Genetic Programming uses an evolutionary algorithm to evolve mathematical expression or algorithms. The search space focuses on finding a solver that solves well a problem. In genetic programming, many researchers evolves some programmes or mathematical expression then apply them to solve the problem. They are interested in good problem solutions. Some other researchers (like me) prefers studying the algorithms or mathematical expressions and solves other instances of a type of problems. These results give us an idea how general is the generated solver.
You may find these papers useful. I would research some work from these authors: Koza, Banzhaf, Langdon, J.F.Miller and L. Spector.
Patricia
Conference Paper GECCO 2013 tutorial: Cartesian genetic programming
Conference Paper Generating Human-readable Algorithms for the Travelling Sale...
If your aim is to find the best line that represents those data points, there are numerous ways in which one can be found. One of the simplest ways is using a linear regression model.
In the following link check the first two answers. First one gives a general idea of the methods already implemented in software (an example written in R) and the second one of the algebra behind it.

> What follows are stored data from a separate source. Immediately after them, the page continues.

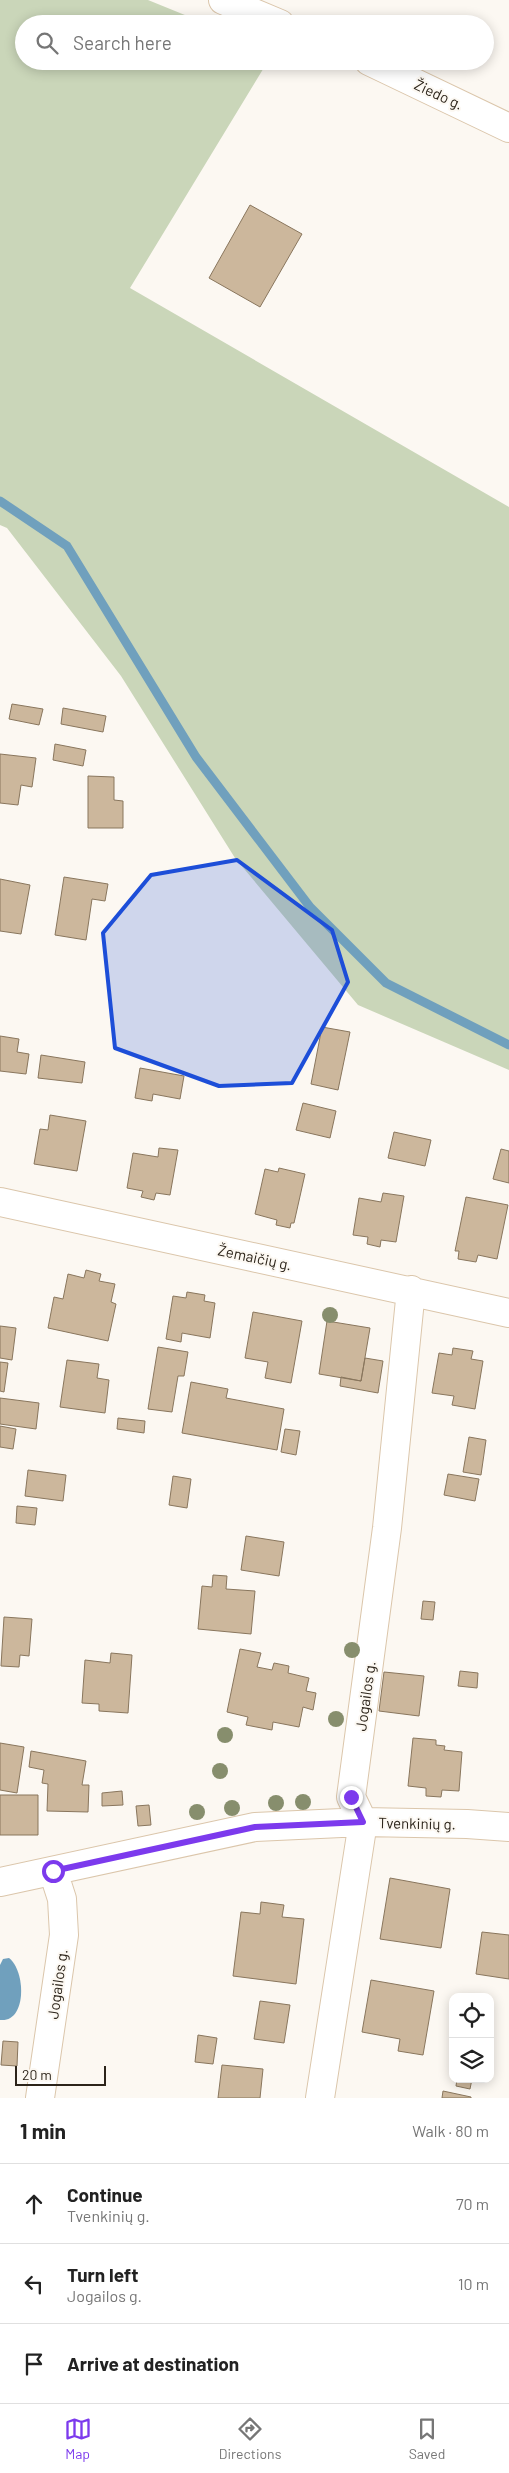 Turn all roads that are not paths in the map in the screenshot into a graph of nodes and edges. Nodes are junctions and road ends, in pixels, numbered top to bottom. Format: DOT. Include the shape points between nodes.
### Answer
graph roads {
  1 [pos="223,0"];
  2 [pos="259,15"];
  3 [pos="388,70"];
  4 [pos="509,128"];
  5 [pos="0,1202"];
  6 [pos="411,1290"];
  7 [pos="509,1313"];
  8 [pos="363,1822"];
  9 [pos="509,1827"];
  10 [pos="53,1871"];
  11 [pos="0,1882"];
  12 [pos="40,2098"];
  13 [pos="320,2098"];
  1 -- 2 [label="street"];
  3 -- 4 [label="street, Žiedo g."];
  5 -- 6 [label="street, Žemaičių g."];
  6 -- 7 [label="street, Žemaičių g."];
  6 -- 8 [label="street, Jogailos g." via="387,1528 351,1797"];
  8 -- 9 [label="street, Tvenkinių g."];
  8 -- 10 [label="street, Tvenkinių g." via="255,1827"];
  8 -- 13 [label="street"];
  10 -- 11 [label="street, Tvenkinių g."];
  10 -- 12 [label="street, Jogailos g." via="62,1899 64,1935"];
}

Thank you Rob and Diego...but i found SVR(support vector regression) is better than linear regression due to it's lower RMSE... As it mentioned in the following link a comparison between linear regression and SVR is applied for the same dataset as input. The results declare the higher accuracy for SVR which have a better fitness to sample points.

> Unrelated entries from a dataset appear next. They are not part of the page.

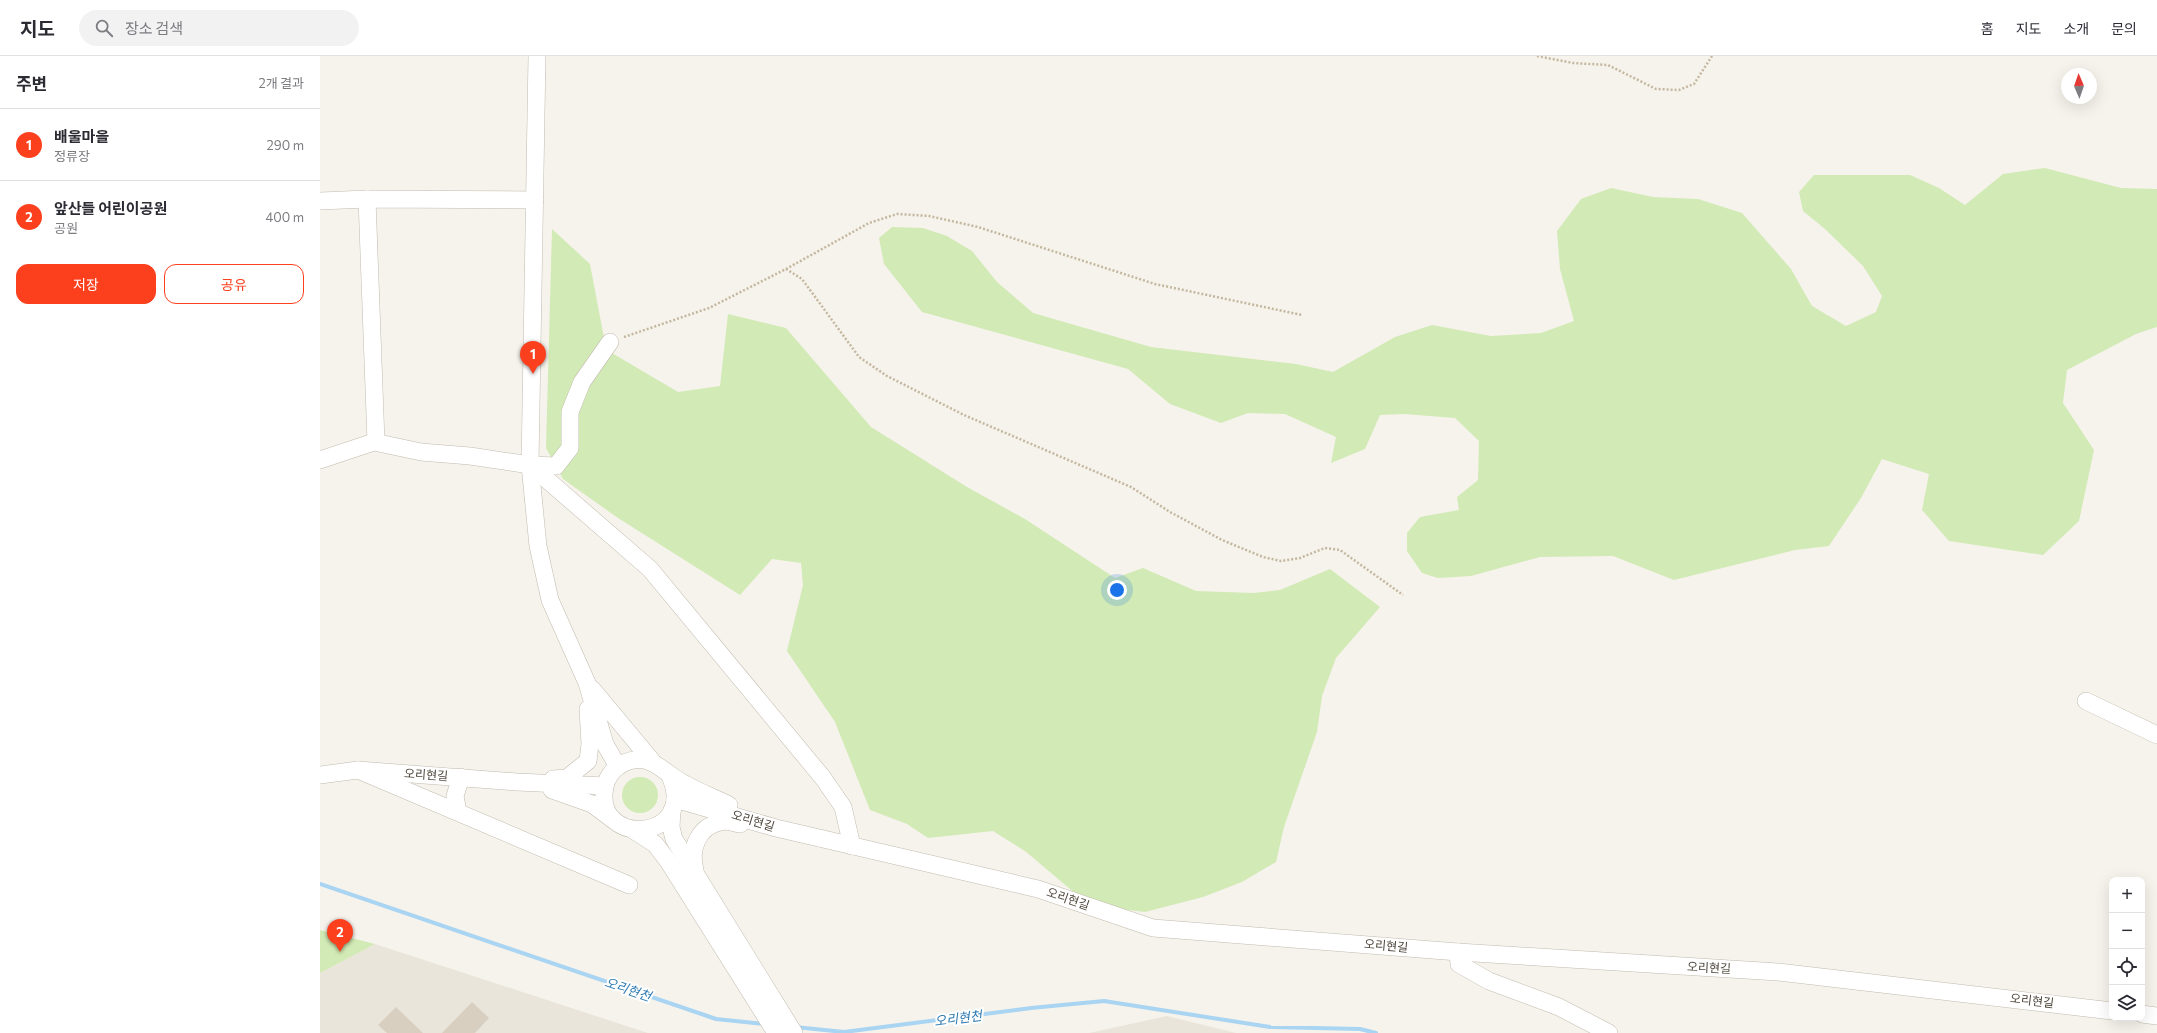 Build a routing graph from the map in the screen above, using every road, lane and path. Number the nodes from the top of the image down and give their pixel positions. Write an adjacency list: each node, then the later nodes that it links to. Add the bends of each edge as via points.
1 (537, 56): 5 (street)
2 (1537, 56): 3 (path, via 1608,66 1656,89 1679,90 1694,84)
3 (1712, 56)
4 (367, 199): 5 (street); 6 (street); 10 (street)
5 (535, 200): 12 (street)
6 (320, 201)
7 (786, 269): 8 (path, via 869,223 897,214 929,216 978,227 1155,284); 9 (path, via 709,308); 13 (path, via 802,279 859,357 887,376 964,415 1131,487 1222,540 1263,557 1281,561 1300,558 1325,548 1340,550)
8 (1302, 316)
9 (610, 342): 12 (street, via 582,382 570,412 570,448 556,466)
10 (376, 442): 11 (street); 12 (street, via 420,452)
11 (320, 460)
12 (530, 465): 14 (street, via 538,546 550,600); 30 (street, via 650,569 823,778 843,807)
13 (1403, 595)
14 (587, 683): 17 (street); 18 (street, via 605,744); 23 (street, via 590,744 588,761 567,778)
15 (2086, 701): 16 (street)
16 (2157, 735)
17 (652, 761): 18 (street, via 628,761); 21 (street)
18 (618, 767): 24 (street, via 610,775)
19 (358, 770): 20 (street, 오리현길); 22 (street, 오리현길); 26 (street)
20 (320, 775)
21 (670, 776): 25 (street, via 675,787); 28 (street)
22 (460, 777): 23 (street, 오리현길); 26 (street, via 455,796)
23 (517, 782): 24 (street, 오리현길); 27 (street, via 558,791 592,804)
24 (605, 786): 27 (street, via 606,809)
25 (674, 804): 28 (street, 오리현길); 29 (street, via 666,820 656,827 645,831); 31 (street, via 671,827 674,839)
26 (458, 812): 32 (street)
27 (613, 819): 29 (street, via 622,827)
28 (776, 828): 30 (street, 오리현길); 31 (street, via 723,821 707,827 693,849 693,863)
29 (633, 830): 33 (street, via 655,844)
30 (852, 846): 34 (street, 오리현길, via 1038,889 1154,928)
31 (698, 878): 33 (street)
32 (629, 884)
33 (723, 935): 38 (street); 39 (street)
34 (1458, 952): 35 (street, 오리현길, via 1778,972); 40 (street, via 1459,964 1489,981 1559,1006)
35 (2109, 1011)
36 (2145, 1014): 37 (street)
37 (2157, 1016)
38 (776, 1033)
39 (794, 1033)
40 (1609, 1033)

I wonder if you are joking? The SVR provides a curvilinear fit, not a linear fit, and must do so at the sacrifice of degrees of freedom. Any standard linear or multi-linear calculation program will produce the fit with the MSE minimized-- that's how it works to set the line parameters (b and c), and calculate the R, or R-squared for proportion of variance accounted for..

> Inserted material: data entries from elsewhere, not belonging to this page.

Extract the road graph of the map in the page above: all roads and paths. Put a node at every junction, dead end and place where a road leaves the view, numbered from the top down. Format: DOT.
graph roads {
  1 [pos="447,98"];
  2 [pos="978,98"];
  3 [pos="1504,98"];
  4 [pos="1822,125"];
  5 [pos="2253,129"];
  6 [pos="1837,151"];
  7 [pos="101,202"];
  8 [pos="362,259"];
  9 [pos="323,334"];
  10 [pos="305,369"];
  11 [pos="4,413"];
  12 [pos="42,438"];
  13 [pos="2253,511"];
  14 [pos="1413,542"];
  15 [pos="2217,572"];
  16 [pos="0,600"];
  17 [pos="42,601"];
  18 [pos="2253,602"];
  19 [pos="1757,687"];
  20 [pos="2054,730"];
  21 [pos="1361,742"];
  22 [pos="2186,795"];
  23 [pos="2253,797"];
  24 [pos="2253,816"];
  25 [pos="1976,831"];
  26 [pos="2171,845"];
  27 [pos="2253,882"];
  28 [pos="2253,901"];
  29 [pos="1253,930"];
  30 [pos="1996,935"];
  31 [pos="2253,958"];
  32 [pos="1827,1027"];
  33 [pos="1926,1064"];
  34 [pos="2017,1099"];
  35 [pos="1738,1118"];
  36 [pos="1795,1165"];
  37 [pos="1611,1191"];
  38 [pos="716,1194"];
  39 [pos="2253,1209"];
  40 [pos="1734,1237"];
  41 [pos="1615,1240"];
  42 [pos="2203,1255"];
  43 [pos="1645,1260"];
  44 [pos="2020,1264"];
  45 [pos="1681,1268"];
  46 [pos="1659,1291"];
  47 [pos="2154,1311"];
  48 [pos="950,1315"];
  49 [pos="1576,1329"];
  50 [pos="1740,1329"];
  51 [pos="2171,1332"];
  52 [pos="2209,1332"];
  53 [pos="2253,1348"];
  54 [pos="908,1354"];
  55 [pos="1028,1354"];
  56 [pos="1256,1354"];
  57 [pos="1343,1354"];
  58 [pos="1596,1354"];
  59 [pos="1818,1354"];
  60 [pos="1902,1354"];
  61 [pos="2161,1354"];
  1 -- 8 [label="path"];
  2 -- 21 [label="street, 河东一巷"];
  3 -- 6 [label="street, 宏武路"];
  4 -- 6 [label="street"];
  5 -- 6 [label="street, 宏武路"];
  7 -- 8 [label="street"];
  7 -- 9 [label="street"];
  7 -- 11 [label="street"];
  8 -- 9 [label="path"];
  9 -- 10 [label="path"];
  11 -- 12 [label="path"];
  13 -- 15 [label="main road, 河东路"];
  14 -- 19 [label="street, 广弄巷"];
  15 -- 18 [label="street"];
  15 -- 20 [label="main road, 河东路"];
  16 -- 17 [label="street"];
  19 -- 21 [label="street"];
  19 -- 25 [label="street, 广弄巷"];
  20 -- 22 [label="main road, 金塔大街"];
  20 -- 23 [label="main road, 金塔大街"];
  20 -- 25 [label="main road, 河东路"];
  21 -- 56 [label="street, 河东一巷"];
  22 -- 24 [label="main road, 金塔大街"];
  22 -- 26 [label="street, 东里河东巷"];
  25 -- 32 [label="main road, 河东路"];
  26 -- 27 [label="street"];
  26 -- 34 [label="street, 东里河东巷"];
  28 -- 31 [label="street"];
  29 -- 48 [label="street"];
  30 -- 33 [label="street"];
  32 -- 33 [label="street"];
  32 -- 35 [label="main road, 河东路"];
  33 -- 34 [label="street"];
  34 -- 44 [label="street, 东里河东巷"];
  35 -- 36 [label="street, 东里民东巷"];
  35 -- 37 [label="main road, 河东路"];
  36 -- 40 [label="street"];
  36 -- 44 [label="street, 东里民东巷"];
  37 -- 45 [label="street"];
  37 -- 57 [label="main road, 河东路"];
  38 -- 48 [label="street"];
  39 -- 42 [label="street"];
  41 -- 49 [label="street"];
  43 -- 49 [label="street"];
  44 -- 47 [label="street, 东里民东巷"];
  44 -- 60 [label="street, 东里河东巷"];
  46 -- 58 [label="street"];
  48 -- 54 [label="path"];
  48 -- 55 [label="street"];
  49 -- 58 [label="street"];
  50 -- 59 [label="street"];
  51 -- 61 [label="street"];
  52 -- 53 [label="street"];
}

A curvilinear fit ought not be attempted, unless you are testing a theory that calls for a curvilinear model, and then you ought to use a non-linear modeling program. When the SVR obtains a better fit than a linear model, you run the risk of having optimized on error in the original data, which begs for empirical cross validation, and experience implies the cross validation R squared will be disappointing. You might then run a standard linear model, from which you can apply any of the shrinkage estimates w/o having to run an empirical cross validation, although such makes for the best reliability of results.
One can use y=mx+c where y is the y ordinate, x is the x co-ordinate and m is the slope of the strainght line y=mx+c. You need to first find the Statistical Centroid of the data points and let this line pass through it. Now simply revolving it and linearly translating it forward and/ or backward can get you the best linear relationship in the x,y scatter. Actually, in Microsoft Excel and also in MATLAB, there is a facilitation to find and plot such x,y scatter relationship in a linear form.